START Given information

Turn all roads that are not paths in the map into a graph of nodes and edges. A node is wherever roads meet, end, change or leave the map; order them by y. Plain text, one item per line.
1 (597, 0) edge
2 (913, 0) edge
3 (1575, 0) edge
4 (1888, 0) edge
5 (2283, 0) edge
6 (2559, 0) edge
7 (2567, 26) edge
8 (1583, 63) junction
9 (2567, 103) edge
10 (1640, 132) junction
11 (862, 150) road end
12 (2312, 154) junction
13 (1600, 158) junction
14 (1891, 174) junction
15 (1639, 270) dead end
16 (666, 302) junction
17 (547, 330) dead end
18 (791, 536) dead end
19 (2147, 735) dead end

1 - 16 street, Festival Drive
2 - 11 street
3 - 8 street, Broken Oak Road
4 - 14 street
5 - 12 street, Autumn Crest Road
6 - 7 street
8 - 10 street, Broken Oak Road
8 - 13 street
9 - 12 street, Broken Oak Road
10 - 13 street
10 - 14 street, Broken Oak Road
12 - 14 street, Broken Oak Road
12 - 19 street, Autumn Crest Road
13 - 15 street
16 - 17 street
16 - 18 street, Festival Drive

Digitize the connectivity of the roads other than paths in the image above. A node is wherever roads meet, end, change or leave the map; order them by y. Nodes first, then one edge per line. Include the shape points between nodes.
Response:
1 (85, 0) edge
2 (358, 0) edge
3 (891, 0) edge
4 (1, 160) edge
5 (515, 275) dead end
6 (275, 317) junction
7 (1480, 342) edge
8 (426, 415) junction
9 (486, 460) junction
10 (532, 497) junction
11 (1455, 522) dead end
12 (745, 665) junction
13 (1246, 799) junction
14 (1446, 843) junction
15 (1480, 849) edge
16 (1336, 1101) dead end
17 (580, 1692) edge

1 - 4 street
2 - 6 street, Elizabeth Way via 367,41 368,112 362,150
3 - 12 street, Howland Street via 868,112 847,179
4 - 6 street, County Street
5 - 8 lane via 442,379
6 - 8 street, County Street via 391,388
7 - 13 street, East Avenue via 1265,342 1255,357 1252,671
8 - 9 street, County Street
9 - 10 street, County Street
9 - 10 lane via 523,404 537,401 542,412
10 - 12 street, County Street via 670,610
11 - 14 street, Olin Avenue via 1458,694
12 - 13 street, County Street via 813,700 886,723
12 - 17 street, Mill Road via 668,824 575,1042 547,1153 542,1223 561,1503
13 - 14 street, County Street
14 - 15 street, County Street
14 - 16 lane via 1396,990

END Given information

Exercise prompt
When you reach the end of the data, retype all of it exactly.

Answer
Turn all roads that are not paths in the map into a graph of nodes and edges. A node is wherever roads meet, end, change or leave the map; order them by y. Plain text, one item per line.
1 (597, 0) edge
2 (913, 0) edge
3 (1575, 0) edge
4 (1888, 0) edge
5 (2283, 0) edge
6 (2559, 0) edge
7 (2567, 26) edge
8 (1583, 63) junction
9 (2567, 103) edge
10 (1640, 132) junction
11 (862, 150) road end
12 (2312, 154) junction
13 (1600, 158) junction
14 (1891, 174) junction
15 (1639, 270) dead end
16 (666, 302) junction
17 (547, 330) dead end
18 (791, 536) dead end
19 (2147, 735) dead end

1 - 16 street, Festival Drive
2 - 11 street
3 - 8 street, Broken Oak Road
4 - 14 street
5 - 12 street, Autumn Crest Road
6 - 7 street
8 - 10 street, Broken Oak Road
8 - 13 street
9 - 12 street, Broken Oak Road
10 - 13 street
10 - 14 street, Broken Oak Road
12 - 14 street, Broken Oak Road
12 - 19 street, Autumn Crest Road
13 - 15 street
16 - 17 street
16 - 18 street, Festival Drive

Digitize the connectivity of the roads other than paths in the image above. A node is wherever roads meet, end, change or leave the map; order them by y. Nodes first, then one edge per line. Include the shape points between nodes.
Response:
1 (85, 0) edge
2 (358, 0) edge
3 (891, 0) edge
4 (1, 160) edge
5 (515, 275) dead end
6 (275, 317) junction
7 (1480, 342) edge
8 (426, 415) junction
9 (486, 460) junction
10 (532, 497) junction
11 (1455, 522) dead end
12 (745, 665) junction
13 (1246, 799) junction
14 (1446, 843) junction
15 (1480, 849) edge
16 (1336, 1101) dead end
17 (580, 1692) edge

1 - 4 street
2 - 6 street, Elizabeth Way via 367,41 368,112 362,150
3 - 12 street, Howland Street via 868,112 847,179
4 - 6 street, County Street
5 - 8 lane via 442,379
6 - 8 street, County Street via 391,388
7 - 13 street, East Avenue via 1265,342 1255,357 1252,671
8 - 9 street, County Street
9 - 10 street, County Street
9 - 10 lane via 523,404 537,401 542,412
10 - 12 street, County Street via 670,610
11 - 14 street, Olin Avenue via 1458,694
12 - 13 street, County Street via 813,700 886,723
12 - 17 street, Mill Road via 668,824 575,1042 547,1153 542,1223 561,1503
13 - 14 street, County Street
14 - 15 street, County Street
14 - 16 lane via 1396,990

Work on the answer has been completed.